Native title is never “given” but is a set of rights held under traditional law and custom — judges don’t hand out presents but simply recognise pre-existing rights (such recognition, not incidentally, being extremely limited). This distinction may appear one of mere semantics, but correct terminology would help counter perceptions of native title as some sort of freebie. As Paul Keating noted in last year’s Four Corners special on the Mabo decision:

“When the High Court decision came down I thought, this is the crack of light one should crawl through, because this has got the truth about it; whereas they’re a set of rights as distinct from a gift… a set of rights earned by way of traditional association.”

References to a “grant” of native title are not the only way in which the system can be connoted with largesse. Consider reporting of agreements under the Native Title Act, which elide payments made pursuant to such agreements with welfare, with an undertone of concern at the thought that claim groups might actually get some money. (In a somewhat similar vein, a 2012 ABC report noted dramatically that the WA government had “begun distributing millions of dollars to Aboriginal Western Australians who had wages withheld until the 1970s”, before acknowledging that individual payments totalled a mere $2000.)

Linked to this emphasis on money is the popular argument that mining is intrinsically good for indigenous people.

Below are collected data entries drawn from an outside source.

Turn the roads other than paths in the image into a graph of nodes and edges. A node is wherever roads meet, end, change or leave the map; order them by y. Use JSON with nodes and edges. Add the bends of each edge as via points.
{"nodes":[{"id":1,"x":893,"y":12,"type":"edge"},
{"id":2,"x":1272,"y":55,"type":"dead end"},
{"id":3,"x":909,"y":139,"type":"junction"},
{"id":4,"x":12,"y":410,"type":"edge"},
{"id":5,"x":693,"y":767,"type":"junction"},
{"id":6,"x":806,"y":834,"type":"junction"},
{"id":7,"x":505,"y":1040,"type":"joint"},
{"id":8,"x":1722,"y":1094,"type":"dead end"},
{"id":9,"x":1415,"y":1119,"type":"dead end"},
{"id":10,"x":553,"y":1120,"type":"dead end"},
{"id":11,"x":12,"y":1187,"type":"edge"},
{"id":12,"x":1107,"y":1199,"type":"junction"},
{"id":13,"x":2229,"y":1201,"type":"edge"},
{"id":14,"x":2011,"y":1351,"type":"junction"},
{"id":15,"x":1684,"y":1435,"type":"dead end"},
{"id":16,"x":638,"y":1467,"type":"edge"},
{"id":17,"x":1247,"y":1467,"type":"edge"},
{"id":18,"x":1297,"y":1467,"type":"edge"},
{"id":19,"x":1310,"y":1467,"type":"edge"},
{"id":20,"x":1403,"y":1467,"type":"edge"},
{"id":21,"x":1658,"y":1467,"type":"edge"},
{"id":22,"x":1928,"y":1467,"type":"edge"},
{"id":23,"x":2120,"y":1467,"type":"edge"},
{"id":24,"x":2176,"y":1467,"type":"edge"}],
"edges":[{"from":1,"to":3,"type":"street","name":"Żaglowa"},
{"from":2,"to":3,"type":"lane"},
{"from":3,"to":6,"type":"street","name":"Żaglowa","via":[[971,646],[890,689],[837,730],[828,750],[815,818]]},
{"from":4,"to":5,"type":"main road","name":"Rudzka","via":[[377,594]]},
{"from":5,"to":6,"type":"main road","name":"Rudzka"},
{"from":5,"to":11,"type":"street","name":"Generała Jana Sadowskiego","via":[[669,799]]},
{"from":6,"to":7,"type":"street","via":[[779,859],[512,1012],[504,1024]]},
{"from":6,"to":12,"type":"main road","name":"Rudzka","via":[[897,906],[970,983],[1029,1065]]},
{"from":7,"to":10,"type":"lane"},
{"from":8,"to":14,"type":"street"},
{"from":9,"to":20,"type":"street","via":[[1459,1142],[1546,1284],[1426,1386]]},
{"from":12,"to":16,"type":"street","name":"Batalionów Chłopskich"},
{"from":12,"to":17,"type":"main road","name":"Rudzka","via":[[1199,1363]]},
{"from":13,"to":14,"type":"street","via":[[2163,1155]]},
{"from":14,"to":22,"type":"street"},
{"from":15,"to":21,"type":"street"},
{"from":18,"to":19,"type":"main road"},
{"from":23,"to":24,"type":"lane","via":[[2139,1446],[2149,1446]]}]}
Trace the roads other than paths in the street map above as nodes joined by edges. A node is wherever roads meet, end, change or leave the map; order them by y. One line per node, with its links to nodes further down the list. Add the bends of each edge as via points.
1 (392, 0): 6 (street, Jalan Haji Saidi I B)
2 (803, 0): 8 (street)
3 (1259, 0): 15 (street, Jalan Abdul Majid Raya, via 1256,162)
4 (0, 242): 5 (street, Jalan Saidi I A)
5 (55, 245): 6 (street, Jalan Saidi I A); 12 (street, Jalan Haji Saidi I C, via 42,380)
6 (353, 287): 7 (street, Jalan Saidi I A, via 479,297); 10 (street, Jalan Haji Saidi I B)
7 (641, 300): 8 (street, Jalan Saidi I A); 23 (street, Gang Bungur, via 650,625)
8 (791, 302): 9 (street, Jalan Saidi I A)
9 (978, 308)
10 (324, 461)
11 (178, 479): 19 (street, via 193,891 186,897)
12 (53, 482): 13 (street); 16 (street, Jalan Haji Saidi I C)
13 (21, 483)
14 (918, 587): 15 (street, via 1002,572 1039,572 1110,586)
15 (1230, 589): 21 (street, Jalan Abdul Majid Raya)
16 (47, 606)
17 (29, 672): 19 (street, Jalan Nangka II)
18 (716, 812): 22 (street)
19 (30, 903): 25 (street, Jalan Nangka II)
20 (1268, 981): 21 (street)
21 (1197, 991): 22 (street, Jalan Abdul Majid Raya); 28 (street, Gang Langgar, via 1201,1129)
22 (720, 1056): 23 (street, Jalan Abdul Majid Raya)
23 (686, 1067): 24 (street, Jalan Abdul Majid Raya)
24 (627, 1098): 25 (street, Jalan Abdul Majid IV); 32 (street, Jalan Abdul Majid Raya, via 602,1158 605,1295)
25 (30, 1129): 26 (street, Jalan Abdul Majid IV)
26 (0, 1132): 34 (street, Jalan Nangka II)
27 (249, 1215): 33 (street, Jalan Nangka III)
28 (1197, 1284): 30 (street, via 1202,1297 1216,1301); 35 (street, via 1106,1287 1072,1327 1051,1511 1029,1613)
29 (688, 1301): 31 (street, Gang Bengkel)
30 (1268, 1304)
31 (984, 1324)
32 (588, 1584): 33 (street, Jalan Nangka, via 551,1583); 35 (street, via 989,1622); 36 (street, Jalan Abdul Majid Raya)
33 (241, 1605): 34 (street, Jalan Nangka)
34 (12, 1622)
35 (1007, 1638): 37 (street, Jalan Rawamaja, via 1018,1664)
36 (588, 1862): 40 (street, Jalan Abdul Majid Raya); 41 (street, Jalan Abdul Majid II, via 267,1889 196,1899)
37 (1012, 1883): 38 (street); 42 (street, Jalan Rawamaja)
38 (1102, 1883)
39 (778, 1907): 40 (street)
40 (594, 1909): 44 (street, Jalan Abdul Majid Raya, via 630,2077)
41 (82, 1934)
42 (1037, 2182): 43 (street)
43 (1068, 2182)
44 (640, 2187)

The recent SBS documentary Dirty Business fell prey to this tendency; although it covered injustices perpetrated in the name of economic development, the program appeared to conclude that struggles over land were now a thing of the past, that at some point during the 1990s non-indigenous Australians had decided to be “decent”. This would, as some current disputes demonstrate, be news to many native title claimants.

Native title is of course not unwaveringly portrayed as a rich source of benefits and can also be viewed as a theatre of conflict. Discussions will often evince a prurient interest in disputes within and between claim groups, or a kind of surprised disappointment that Aboriginal people (like other human beings) might disagree with one another over property rights; witness Q&A host Tony Jones’ statement, regarding the proposed gas hub at James Price Point, that: “We’ve got two completely competing positions on this.”

Finally, consider the inevitable response to any mooted changes to the Native Title Act which might favour claimants and holders, rather than mining, pastoral or government interests. Already, in response to Nicola Roxon’s brave, long-awaited proposed amendments, which include clarification of the definition of “good faith” negotiations and would give parties the ability to disregard extinguishment, the old familiar call has been heard: these changes would reduce “certainty”.

It is safe to predict that we will encounter this tune again over the coming months, and it should be borne in mind that in the mouths of non-native title interests, “certainty” is often code for the comfortable knowledge that they will emerge triumphant from most disputes under the Act.

We can’t quickly stop inaccurate reporting on native title. We can, however, learn to listen carefully.